Alpelisib's safety profile appeared to be on par with that reported in the past, the team reported. The drug was associated with a rise in adverse events such as hyperglycemia, rash, and diarrhea compared with the placebo.

These and other findings presented in the paper "validate PIK3CA as an important treatment target" in individuals with PIK3CA-mutated, HR-positive, HER2-negative advanced breast cancer, according to co-corresponding authors Dejan Juric at MGH. Fabrice Andre at the Gustave Roussy Institute, and their colleagues.

They pointed to the potential benefits of incorporating an alpha-specific PI3K inhibitor into the standard treatment protocols for these patients and noted that the risk of progression appeared to be particularly reduced for the PIK3CA, HR-positive, HER2-negative cases that had already progressed on or after a prior treatment. 

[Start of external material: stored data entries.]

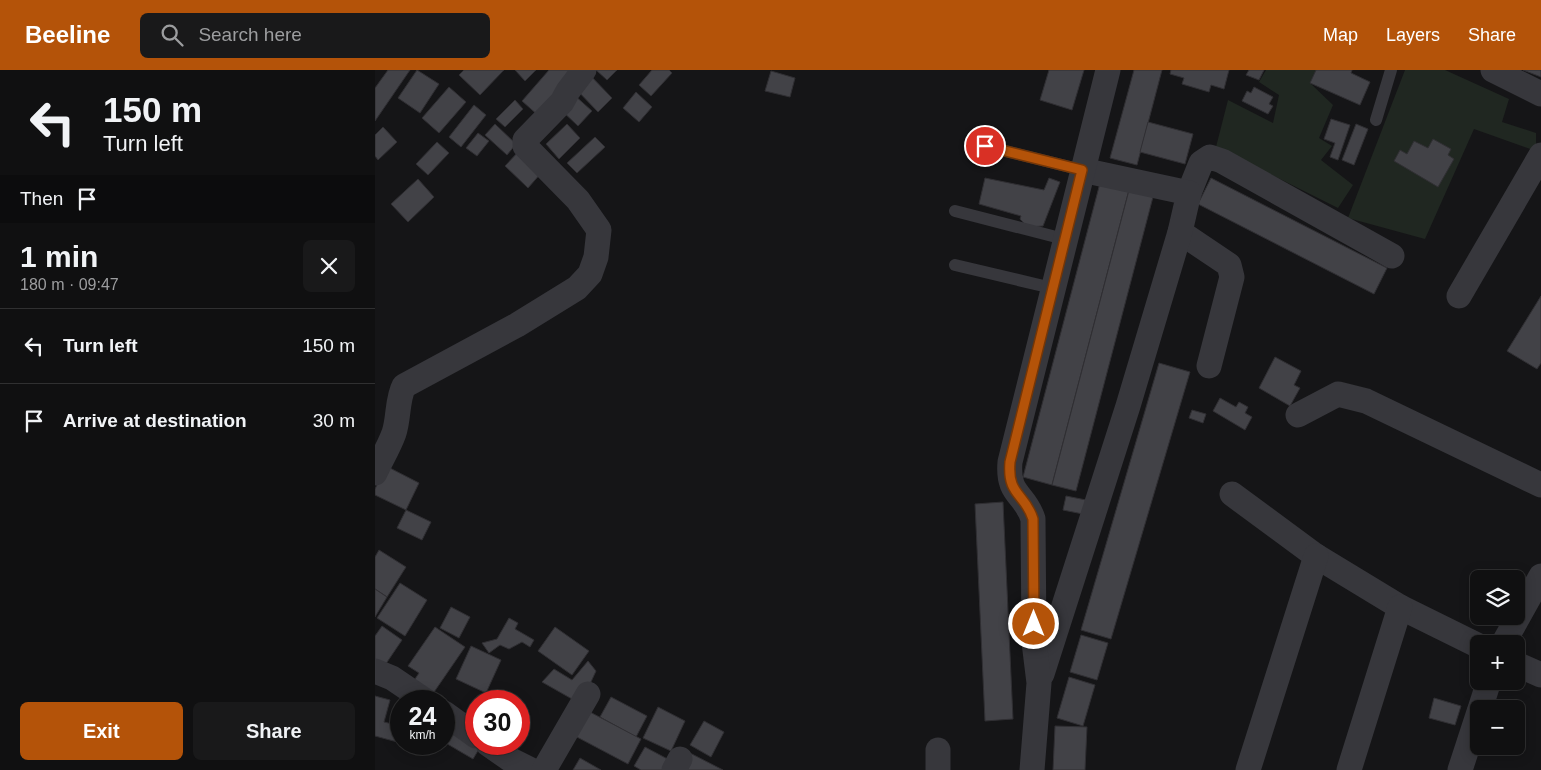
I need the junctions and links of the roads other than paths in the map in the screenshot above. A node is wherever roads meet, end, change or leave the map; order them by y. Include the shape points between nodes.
1 (585, 70) edge
2 (1108, 70) edge
3 (1391, 70) edge
4 (1493, 70) edge
5 (1541, 94) edge
6 (1376, 120) dead end
7 (985, 146) dead end
8 (1541, 155) edge
9 (1082, 170) junction
10 (1189, 193) junction
11 (955, 211) dead end
12 (1180, 232) junction
13 (1064, 239) junction
14 (1392, 256) dead end
15 (955, 265) dead end
16 (1052, 288) junction
17 (1459, 296) dead end
18 (1209, 366) dead end
19 (1298, 416) dead end
20 (375, 473) edge
21 (1541, 485) edge
22 (1232, 494) dead end
23 (1316, 556) junction
24 (1541, 576) edge
25 (1400, 607) junction
26 (1508, 635) edge
27 (1470, 642) edge
28 (1525, 668) edge
29 (375, 671) edge
30 (1541, 675) edge
31 (1039, 683) junction
32 (410, 690) edge
33 (588, 694) dead end
34 (1470, 738) edge
35 (504, 755) edge
36 (531, 770) edge
37 (544, 770) edge
38 (1031, 770) edge
39 (1248, 770) edge
40 (1349, 770) edge
41 (1460, 770) edge

1 - 20 street via 562,102 525,140 525,146 578,200 599,230 597,257 589,274 577,288 517,325 405,386 401,392 394,433
2 - 9 street
3 - 6 lane
4 - 5 street
7 - 9 lane
8 - 17 street
9 - 10 street
9 - 13 street
10 - 12 street
10 - 14 street via 1201,163 1210,157
11 - 13 lane
12 - 18 street via 1229,265 1232,277
12 - 31 street
13 - 16 street
15 - 16 lane
16 - 31 street via 1009,475 1016,495 1028,507 1033,519 1034,642
19 - 21 street via 1337,394 1349,395 1366,400
22 - 23 street
23 - 25 street
23 - 39 street
24 - 26 street
25 - 27 street
25 - 40 street
28 - 30 street
29 - 32 street
31 - 38 street
33 - 37 street
34 - 41 street
35 - 36 street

The MGH's Juric presented similar SOLAR-1 results at the San Antonio Breast Cancer Symposium in December, where he also discussed results of early circulating tumor DNA analyses on the SOLAR-1 patients. The team did not include its analysis of progression-free survival analysis in the context of ctDNA in the NEJM study. Likewise, overall survival data was not yet reported.

Novartis is reportedly discussing the SOLAR-1 data with health authorities around the world, according to a company spokesman and has submitted a marketing authorization application to the European Medicines Agency.